This gives me confidence in these companies for the long term.
Let’s count them down.
FTSE Oil and Gas shares
-
Union Jack Oil (AIM: UJO)
UJO is fast becoming one of my favourite small-cap energy stocks. After interviewing Chair David Bramhill earlier this year, the company continues to go from strength to strength — engaging in share buybacks and continuing to deliver revenue.
Indeed, as of 14 June, flagship Wressle — in which UJO owns a 40% economic interest — had delivered in excess of $16 million in net revenues since August 2021. Encouragingly, the company notes that the well is producing under natural flow with zero water cut, with oil production stable at approximately 780 barrels per day under restricted flow. And the CPR is imminent.

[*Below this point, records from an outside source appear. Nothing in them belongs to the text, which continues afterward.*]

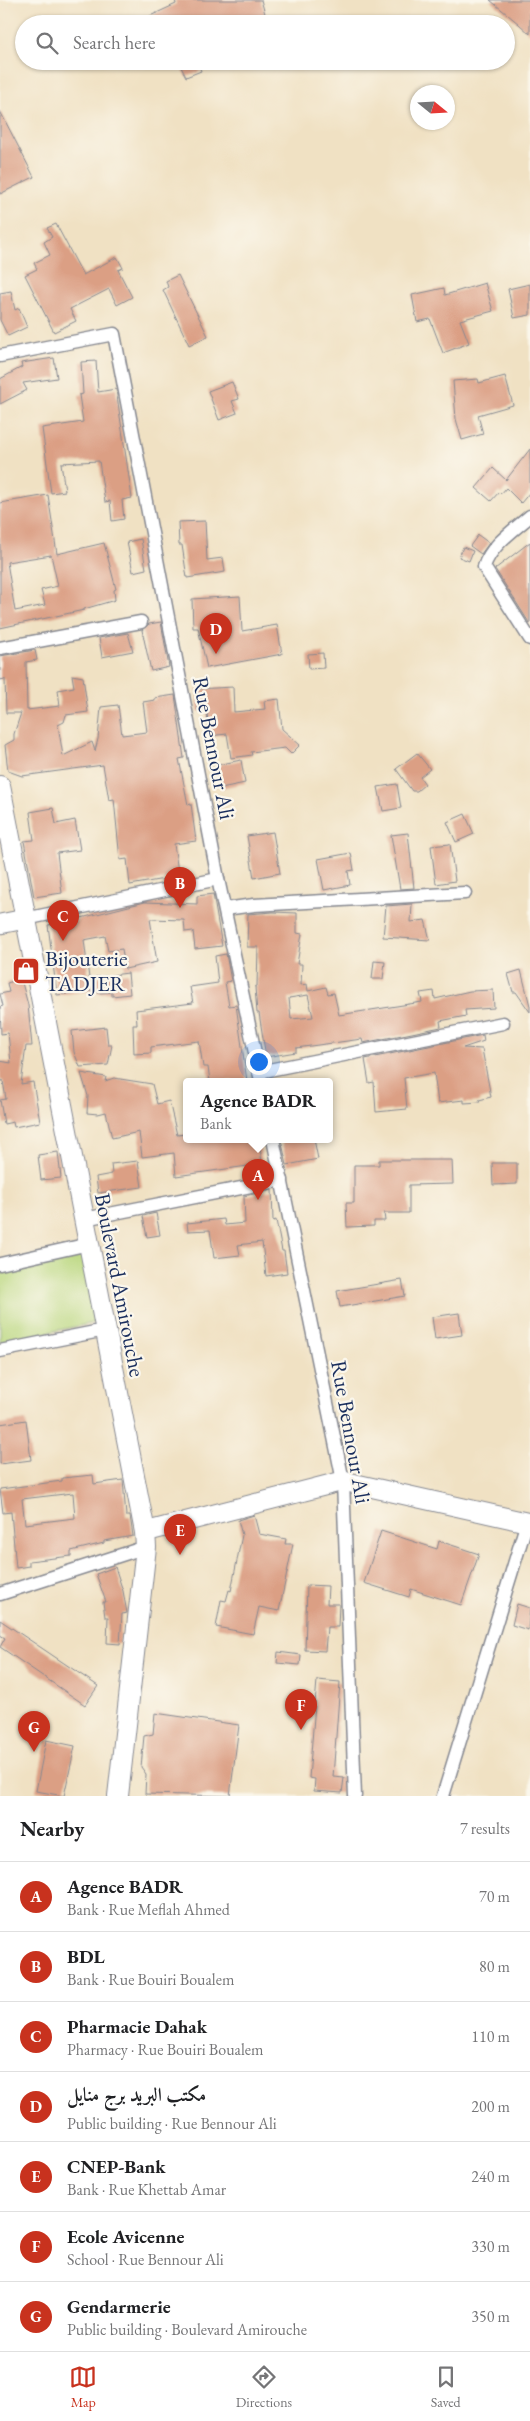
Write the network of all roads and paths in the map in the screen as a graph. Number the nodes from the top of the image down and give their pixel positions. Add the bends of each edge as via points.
1 (0, 356) edge
2 (530, 516) edge
3 (141, 622) dead end
4 (530, 640) edge
5 (0, 648) edge
6 (0, 786) edge
7 (218, 879) junction
8 (465, 893) dead end
9 (225, 909) junction
10 (25, 919) junction
11 (0, 924) edge
12 (503, 1023) dead end
13 (260, 1077) edge
14 (274, 1143) edge
15 (282, 1180) junction
16 (84, 1219) junction
17 (88, 1244) junction
18 (0, 1264) edge
19 (105, 1330) junction
20 (0, 1351) edge
21 (344, 1481) junction
22 (528, 1522) edge
23 (145, 1539) junction
24 (1, 1590) edge
25 (118, 1796) edge
26 (356, 1796) edge
27 (443, 1796) edge

1 - 7 street, Rue Bennour Ali via 114,334
2 - 4 street via 497,546 486,559 484,567
3 - 5 street
6 - 10 main road, Boulevard Amirouche
7 - 9 street, Rue Bennour Ali
7 - 10 street
8 - 9 street
9 - 13 street, Rue Bennour Ali
10 - 11 main road
10 - 16 main road, Boulevard Amirouche
12 - 13 street
14 - 15 street, Rue Bennour Ali
15 - 16 street
15 - 21 street, Rue Bennour Ali
16 - 17 main road, Boulevard Amirouche
17 - 18 street
17 - 19 main road, Boulevard Amirouche
19 - 20 street
19 - 23 main road, Boulevard Amirouche
21 - 22 main road
21 - 23 main road
21 - 26 street, Rue Bennour Ali
22 - 27 street
23 - 24 street
23 - 25 main road, Boulevard Amirouche

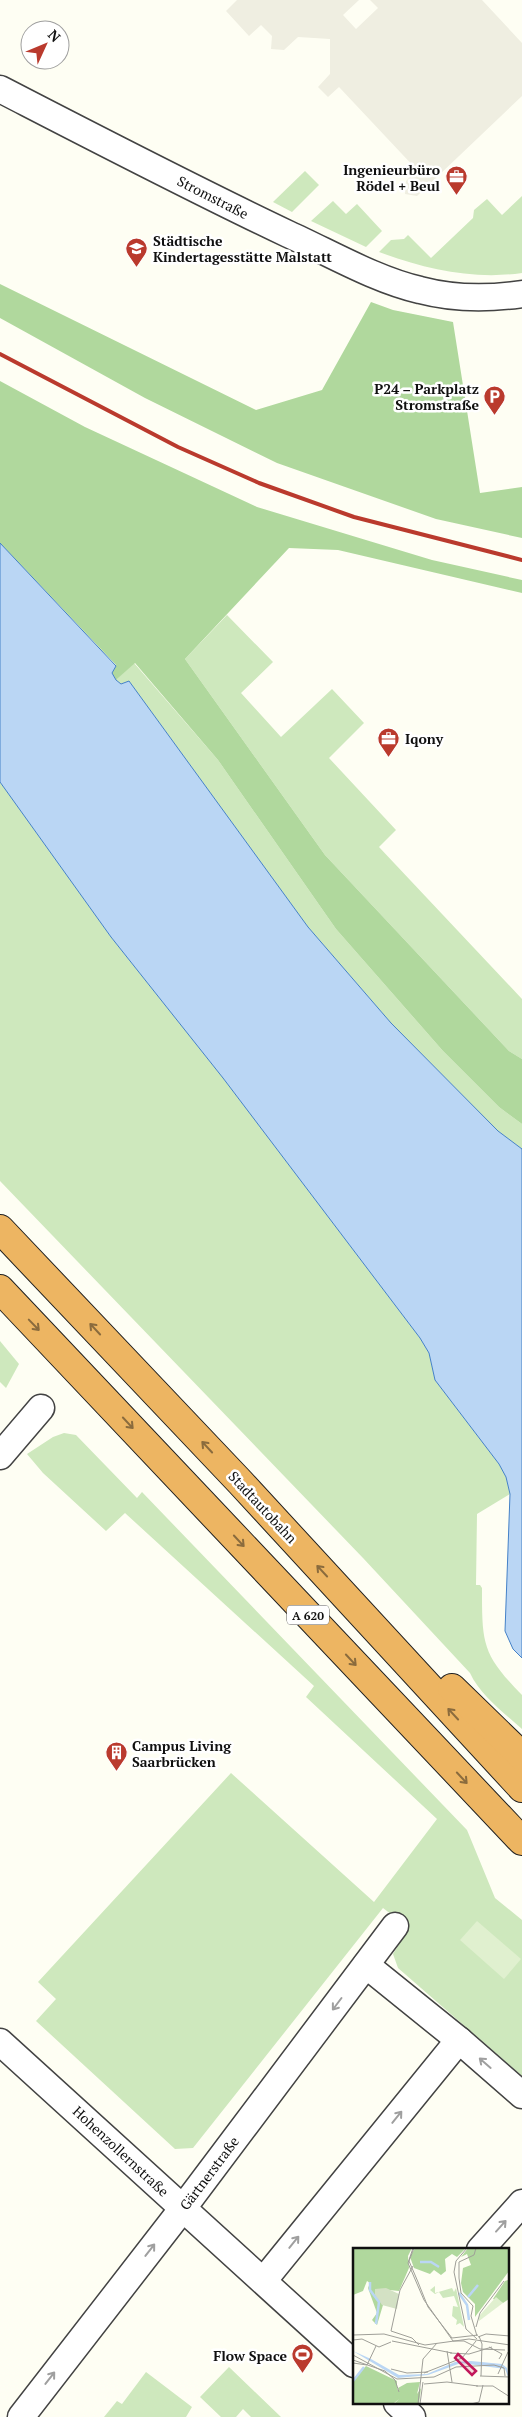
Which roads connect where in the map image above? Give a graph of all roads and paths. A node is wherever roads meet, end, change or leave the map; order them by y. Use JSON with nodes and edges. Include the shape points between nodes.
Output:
{"nodes":[{"id":1,"x":0,"y":89,"type":"edge"},
{"id":2,"x":522,"y":294,"type":"edge"},
{"id":3,"x":0,"y":1229,"type":"edge"},
{"id":4,"x":0,"y":1289,"type":"edge"},
{"id":5,"x":41,"y":1408,"type":"dead end"},
{"id":6,"x":0,"y":1456,"type":"edge"},
{"id":7,"x":355,"y":1607,"type":"junction"},
{"id":8,"x":522,"y":1756,"type":"edge"},
{"id":9,"x":522,"y":1788,"type":"edge"},
{"id":10,"x":522,"y":1842,"type":"edge"},
{"id":11,"x":395,"y":1926,"type":"dead end"},
{"id":12,"x":366,"y":1965,"type":"junction"},
{"id":13,"x":459,"y":2040,"type":"junction"},
{"id":14,"x":0,"y":2042,"type":"edge"},
{"id":15,"x":522,"y":2095,"type":"edge"},
{"id":16,"x":522,"y":2203,"type":"edge"},
{"id":17,"x":183,"y":2208,"type":"junction"},
{"id":18,"x":482,"y":2248,"type":"edge"},
{"id":19,"x":264,"y":2280,"type":"junction"},
{"id":20,"x":353,"y":2363,"type":"edge"},
{"id":21,"x":398,"y":2404,"type":"edge"},
{"id":22,"x":21,"y":2417,"type":"edge"},
{"id":23,"x":412,"y":2417,"type":"edge"}],
"edges":[{"from":1,"to":2,"type":"street","name":"Stromstraße","via":[[221,202],[363,269],[418,290],[439,294],[476,298]]},
{"from":7,"to":3,"type":"highway","name":"Stadtautobahn","number":"A 620","one_way":true},
{"from":4,"to":10,"type":"highway","number":"A 620","one_way":true},
{"from":5,"to":6,"type":"street"},
{"from":7,"to":8,"type":"highway","via":[[453,1689]]},
{"from":9,"to":7,"type":"highway","name":"Stadtautobahn","number":"A 620","one_way":true},
{"from":11,"to":12,"type":"street","name":"Gärtnerstraße"},
{"from":12,"to":13,"type":"street"},
{"from":12,"to":17,"type":"street","name":"Gärtnerstraße","one_way":true},
{"from":15,"to":13,"type":"street","one_way":true},
{"from":19,"to":13,"type":"street","one_way":true},
{"from":14,"to":17,"type":"street","name":"Hohenzollernstraße"},
{"from":18,"to":16,"type":"street","one_way":true},
{"from":17,"to":19,"type":"street","name":"Hohenzollernstraße"},
{"from":22,"to":17,"type":"street","name":"Gärtnerstraße","one_way":true},
{"from":19,"to":20,"type":"street","name":"Hohenzollernstraße"},
{"from":21,"to":23,"type":"street"}]}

Beyond this, the company has a cash balance of over £9.2 million, alongside liquid investments over £2.3 million. Debt free and ‘highly cash generative,’ it’s even accounted for the next 12 months of capex and has announced an interim dividend of 0.3p per share.
I did enquire as to whether UJO might wish to use this extra cash to buy up further licences, but it seems content to reward shareholders. Bramhill notes that ‘revenues from Wressle continue to bolster the Company’s Balance Sheet, complemented by cash-flow from the Keddington Oilfield (UJO 55% interest), where planning is in place and a side-track well is planned to be drilled.’
Then there’s West Newton and Biscathorpe to consider — where all potential drilling is fully funded. The only fly in the ointment is North Kelsey (UJO holds a 50% economic interest) — see below.
-
Egdon Resources (AIM: EDR)
Egdon Resources saw its catalyst on 17 May, when it announced that Petrichor had offered the company an all-cash bid for its entire share capital — for 4.5p per share, a near 100% premium to the previous day’s closing price.
It’s worth noting that Egdon holds a 30% economic interest in Wressle.
The bid values the company at £26.64 million for the multiple licences held across the UK and belies the reality that UK listed oil and gas shares are severely undervalued by current market forces. Investors are simply holding tight — and given that the stock is trading for just 0.2p below the offer price, investors may be hoping that a rival comes in with an increased bid.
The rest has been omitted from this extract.